(PROBLEM STATEMENT): What you return must match the records below exactly, down to each character.

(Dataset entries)
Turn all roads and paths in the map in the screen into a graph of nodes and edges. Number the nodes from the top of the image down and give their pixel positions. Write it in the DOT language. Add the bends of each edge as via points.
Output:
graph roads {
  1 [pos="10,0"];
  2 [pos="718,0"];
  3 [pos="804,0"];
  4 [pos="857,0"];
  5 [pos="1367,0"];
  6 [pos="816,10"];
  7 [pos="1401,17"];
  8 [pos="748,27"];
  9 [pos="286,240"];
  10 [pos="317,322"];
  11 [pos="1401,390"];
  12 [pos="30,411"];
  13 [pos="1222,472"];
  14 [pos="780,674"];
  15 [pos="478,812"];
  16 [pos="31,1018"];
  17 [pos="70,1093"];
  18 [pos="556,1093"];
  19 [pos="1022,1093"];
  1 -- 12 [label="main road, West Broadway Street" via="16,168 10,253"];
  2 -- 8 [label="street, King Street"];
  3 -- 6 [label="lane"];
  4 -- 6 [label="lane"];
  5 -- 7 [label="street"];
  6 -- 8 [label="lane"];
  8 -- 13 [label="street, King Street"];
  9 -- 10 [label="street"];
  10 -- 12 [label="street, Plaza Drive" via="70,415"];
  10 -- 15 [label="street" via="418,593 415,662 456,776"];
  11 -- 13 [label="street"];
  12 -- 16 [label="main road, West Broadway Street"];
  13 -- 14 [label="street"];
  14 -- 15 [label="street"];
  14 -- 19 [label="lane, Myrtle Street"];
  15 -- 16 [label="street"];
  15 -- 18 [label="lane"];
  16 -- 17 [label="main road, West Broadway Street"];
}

(RESPONSE TO THIS EXERCISE):
Turn all roads and paths in the map in the screen into a graph of nodes and edges. Number the nodes from the top of the image down and give their pixel positions. Write it in the DOT language. Add the bends of each edge as via points.
Output:
graph roads {
  1 [pos="10,0"];
  2 [pos="718,0"];
  3 [pos="804,0"];
  4 [pos="857,0"];
  5 [pos="1367,0"];
  6 [pos="816,10"];
  7 [pos="1401,17"];
  8 [pos="748,27"];
  9 [pos="286,240"];
  10 [pos="317,322"];
  11 [pos="1401,390"];
  12 [pos="30,411"];
  13 [pos="1222,472"];
  14 [pos="780,674"];
  15 [pos="478,812"];
  16 [pos="31,1018"];
  17 [pos="70,1093"];
  18 [pos="556,1093"];
  19 [pos="1022,1093"];
  1 -- 12 [label="main road, West Broadway Street" via="16,168 10,253"];
  2 -- 8 [label="street, King Street"];
  3 -- 6 [label="lane"];
  4 -- 6 [label="lane"];
  5 -- 7 [label="street"];
  6 -- 8 [label="lane"];
  8 -- 13 [label="street, King Street"];
  9 -- 10 [label="street"];
  10 -- 12 [label="street, Plaza Drive" via="70,415"];
  10 -- 15 [label="street" via="418,593 415,662 456,776"];
  11 -- 13 [label="street"];
  12 -- 16 [label="main road, West Broadway Street"];
  13 -- 14 [label="street"];
  14 -- 15 [label="street"];
  14 -- 19 [label="lane, Myrtle Street"];
  15 -- 16 [label="street"];
  15 -- 18 [label="lane"];
  16 -- 17 [label="main road, West Broadway Street"];
}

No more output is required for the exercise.